Chacun évoque à demi-mot son passé, de manière confuse et indicible, jusqu'aux monologues finaux, notamment celui de Janusz, Juif polonais qui remet en question l'histoire de son peuple. L'acteur sombrant dans la folie y est sublime, vrai et humain. Ses mots répondent tant aux incohérences du film, à ces questions sans réponse -pourquoi se battre ? pourquoi souffrir?- qu'aux incohérences et bévues de l'Histoire réelle, celle du Moyen-Orient, qui semble parfois être la succession de violences et d'incompréhensions (cf le film Ajami, de Yaron Shani et Scandar Copti).
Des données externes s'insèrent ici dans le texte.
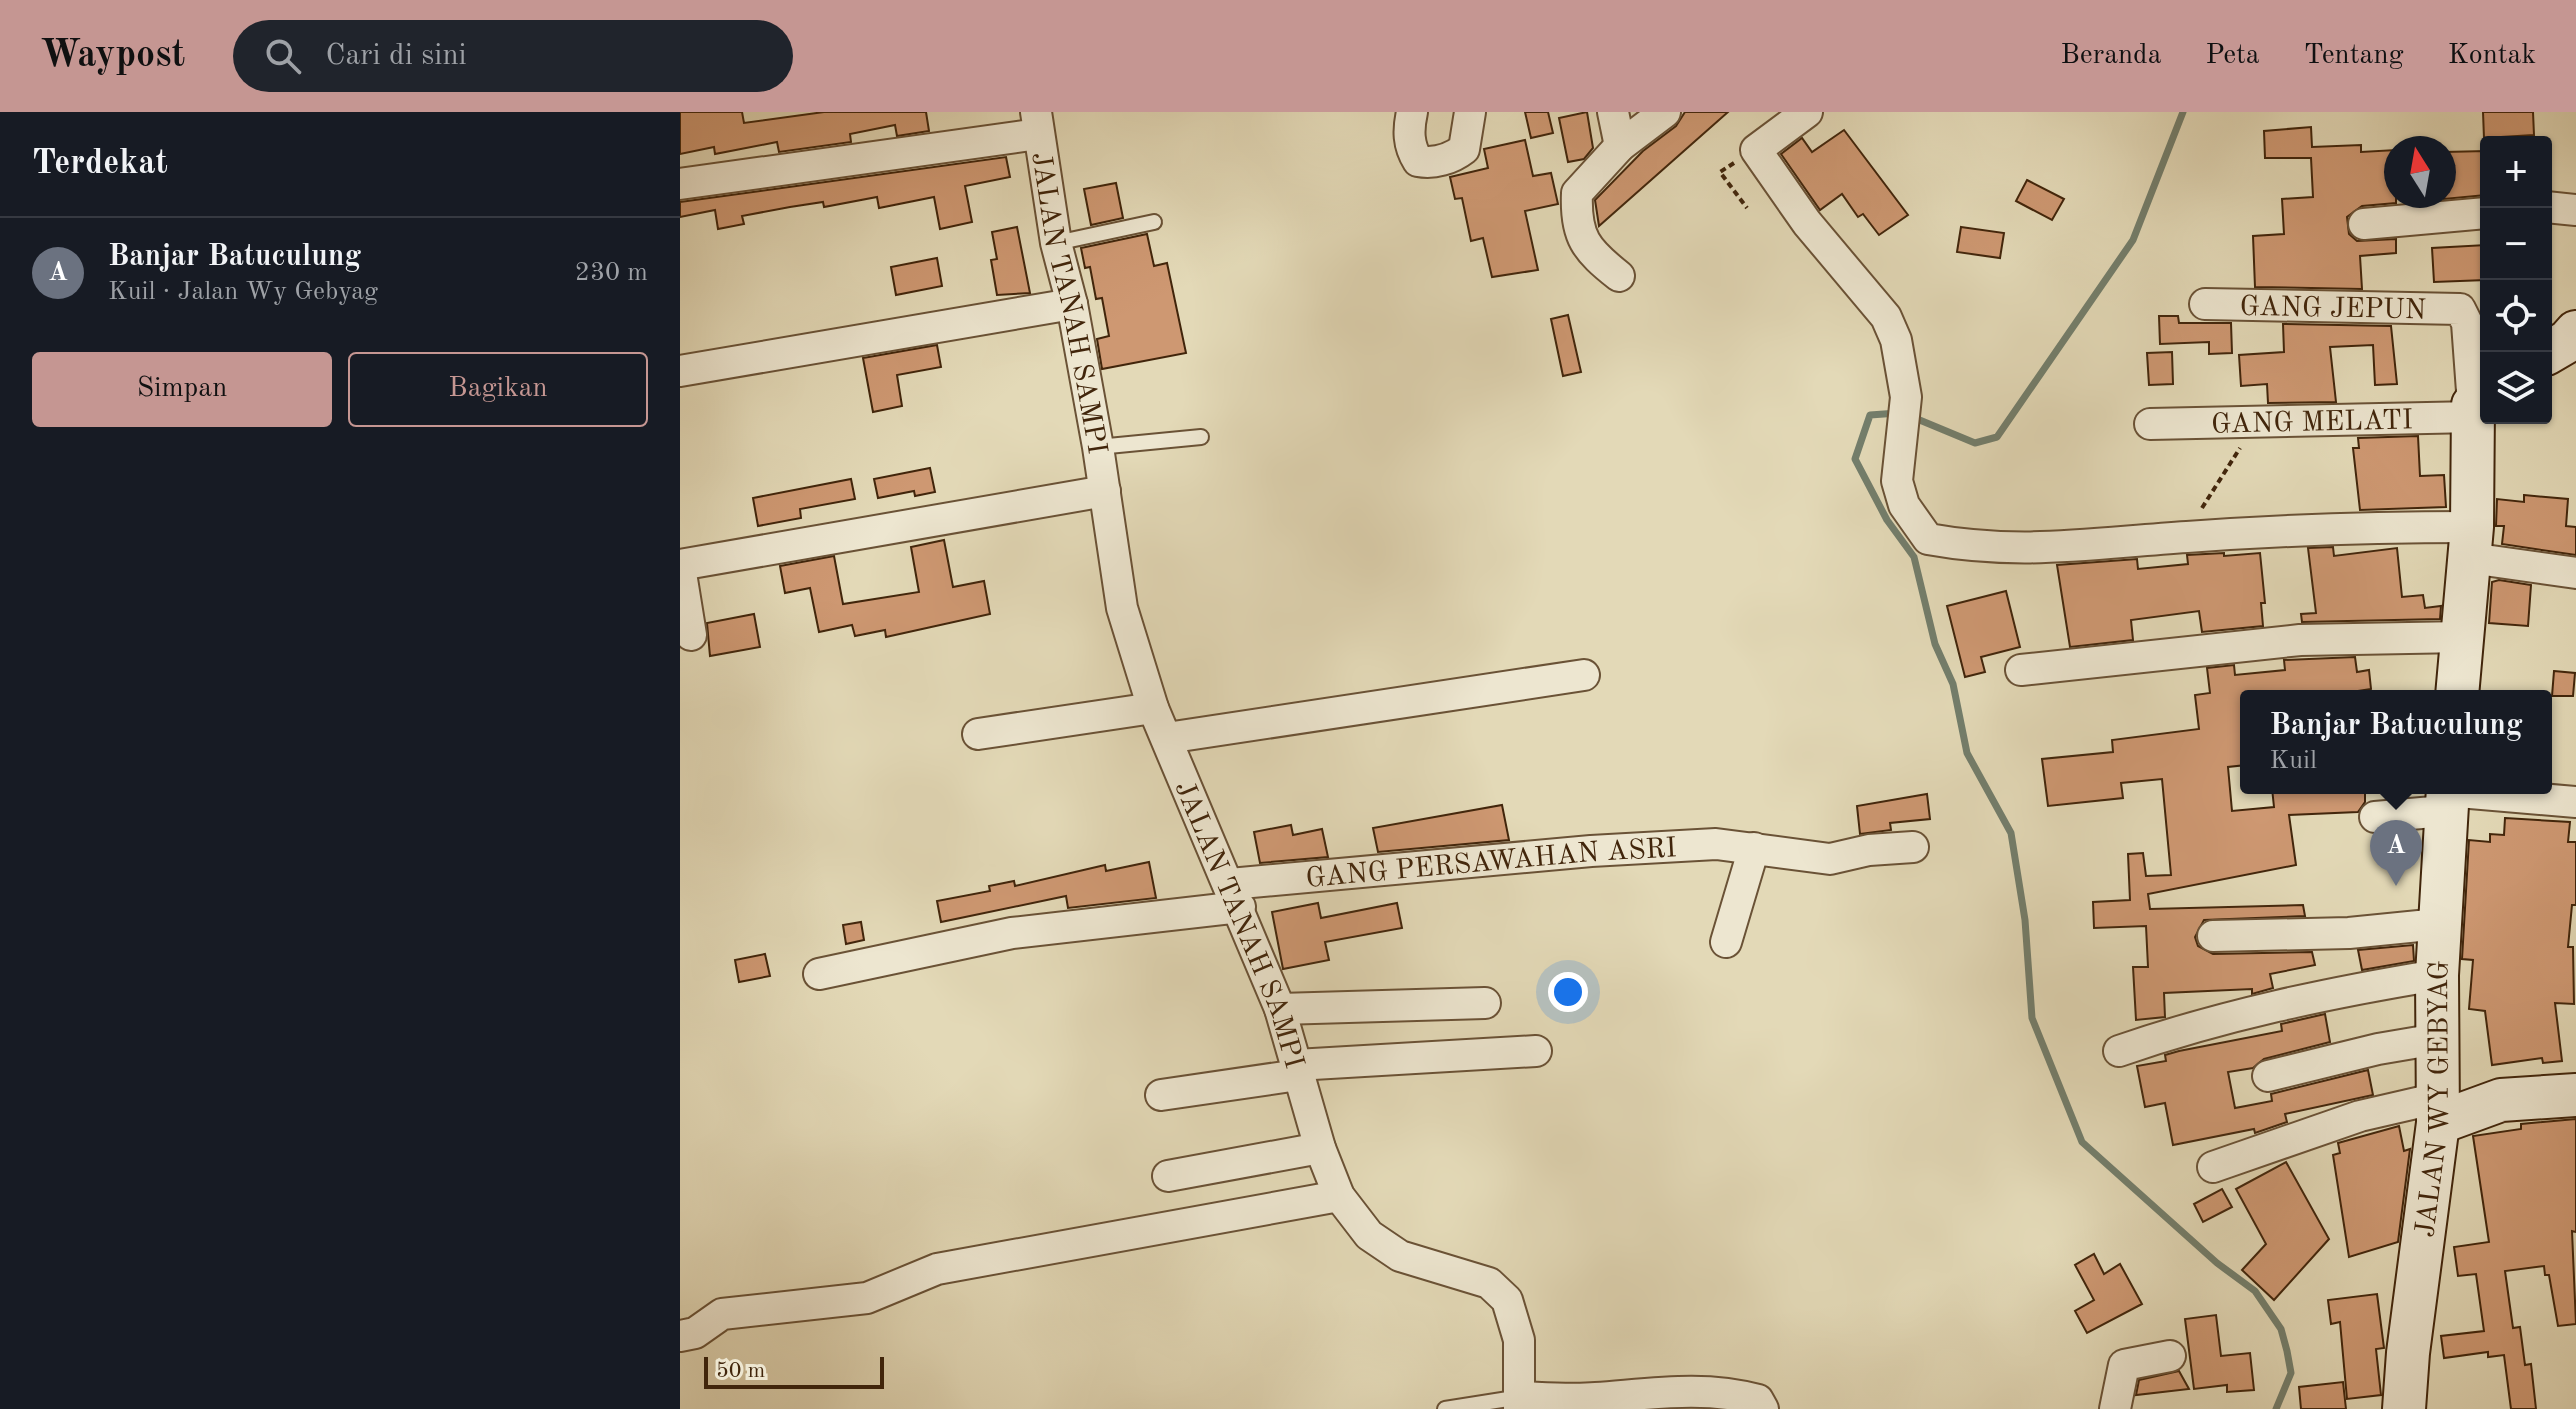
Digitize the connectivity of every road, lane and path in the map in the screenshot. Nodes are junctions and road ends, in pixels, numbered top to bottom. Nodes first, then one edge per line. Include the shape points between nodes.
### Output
1 (1412, 112) edge
2 (1470, 112) edge
3 (1613, 112) edge
4 (1665, 112) edge
5 (1807, 112) edge
6 (1037, 123) edge
7 (1620, 146) junction
8 (1756, 150) junction
9 (680, 184) edge
10 (1747, 208) dead end
11 (2552, 208) edge
12 (2576, 210) edge
13 (2480, 214) edge
14 (1154, 222) dead end
15 (2364, 224) dead end
16 (1056, 243) junction
17 (1619, 276) dead end
18 (1072, 304) junction
19 (2205, 304) dead end
20 (680, 371) edge
21 (2477, 404) edge
22 (2257, 422) junction
23 (2150, 424) dead end
24 (1201, 437) dead end
25 (1098, 447) junction
26 (1105, 491) junction
27 (2183, 537) junction
28 (2471, 543) junction
29 (680, 566) edge
30 (2576, 573) edge
31 (691, 635) dead end
32 (2463, 637) junction
33 (2021, 670) dead end
34 (1584, 675) dead end
35 (2458, 690) edge
36 (1153, 708) junction
37 (978, 734) dead end
38 (1167, 738) junction
39 (2447, 797) edge
40 (2576, 802) edge
41 (2375, 817) dead end
42 (1913, 847) dead end
43 (1754, 848) junction
44 (1235, 896) junction
45 (2439, 924) junction
46 (2213, 936) dead end
47 (1726, 942) dead end
48 (819, 974) dead end
49 (2437, 975) junction
50 (1485, 1003) dead end
51 (1280, 1009) junction
52 (1536, 1051) dead end
53 (2119, 1051) dead end
54 (1297, 1070) junction
55 (2268, 1076) dead end
56 (2438, 1085) junction
57 (1161, 1095) dead end
58 (2576, 1095) edge
59 (1320, 1148) junction
60 (2213, 1167) dead end
61 (1168, 1176) dead end
62 (1339, 1196) junction
63 (680, 1336) edge
64 (2170, 1356) dead end
65 (1520, 1403) edge
66 (1445, 1409) edge
67 (1763, 1409) edge
68 (2115, 1409) edge
69 (2404, 1409) edge

1 - 2 street via 1413,153 1428,163 1464,149
3 - 7 street
4 - 7 street
5 - 8 street
6 - 9 street
6 - 16 street, JALAN TANAH SAMPI
7 - 17 street via 1582,185 1576,205 1589,252
8 - 10 path via 1720,172
8 - 27 street via 1807,223 1886,317 1896,340 1906,397 1897,481 1904,505 1928,539 1981,548 2074,549
11 - 12 street
13 - 15 street
14 - 16 lane
16 - 18 street, JALAN TANAH SAMPI
18 - 20 street
18 - 25 street, JALAN TANAH SAMPI
19 - 21 street, GANG JEPUN via 2460,309 2467,323
21 - 22 street, GANG MELATI
21 - 28 street
22 - 23 street, GANG MELATI
22 - 27 path
24 - 25 lane
25 - 26 street, JALAN TANAH SAMPI
26 - 29 street
26 - 36 street, JALAN TANAH SAMPI via 1122,608
27 - 28 street via 2344,527
28 - 30 street
28 - 32 street
29 - 31 street
32 - 33 street via 2300,640
32 - 35 street
34 - 38 street
36 - 37 street
36 - 38 street, JALAN TANAH SAMPI
38 - 44 street, JALAN TANAH SAMPI
39 - 40 street
39 - 41 street
39 - 45 street, JALAN WY GEBYAG
42 - 43 street, GANG PERSAWAHAN ASRI via 1830,859
43 - 44 street, GANG PERSAWAHAN ASRI via 1716,844 1591,851
43 - 47 street
44 - 48 street, GANG PERSAWAHAN ASRI via 1012,933
44 - 51 street, JALAN TANAH SAMPI
45 - 46 street via 2349,933
45 - 49 street, JALAN WY GEBYAG
49 - 53 street via 2257,1009
49 - 56 street, JALAN WY GEBYAG
50 - 51 street
51 - 54 street, JALAN TANAH SAMPI
52 - 54 street
54 - 57 street
54 - 59 street, JALAN TANAH SAMPI
55 - 56 street via 2378,1049
56 - 58 street via 2501,1100
56 - 60 street
56 - 69 street, JALAN WY GEBYAG
59 - 61 street
59 - 62 street, JALAN TANAH SAMPI
62 - 63 street via 937,1269 867,1298 722,1314 695,1333
62 - 65 street, JALAN TANAH SAMPI via 1369,1235 1400,1256 1489,1283 1507,1300 1519,1340
64 - 68 street via 2124,1365
65 - 66 lane
65 - 67 street via 1699,1391 1758,1400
Les images m'ont semblé également fortes malgré certaines longueurs dans l'achèvement des plans. Des images qui nous montrent des êtres faits de chair et de sang, femmes et hommes, comme dans le premier plan du film où nous découvrons la nudité de la compagne de Janusz. Cette nudité prolongée, cette étreinte des amants désunis, est celle des personnages qui se livrent et se délivrent avant la mort, ou l'inconnu de l'avenir. Elle reflète l'intimité brisée des deux peuples qui se confrontent; les Palestiniens n'ont-ils pas vu leur village détruit, au seul son des bombardements ?
Kedma est le témoin d'un trouble historique, d'une errance sans but sur laquelle les mots glissent, impuissants et forts à la fois. S'ils s'avèrent impuissants à changer le cours des événements (comme le dira le maçon arabe dans House/Beit, de Gitai également), ils peuvent toucher notre sensibilité et notre raison.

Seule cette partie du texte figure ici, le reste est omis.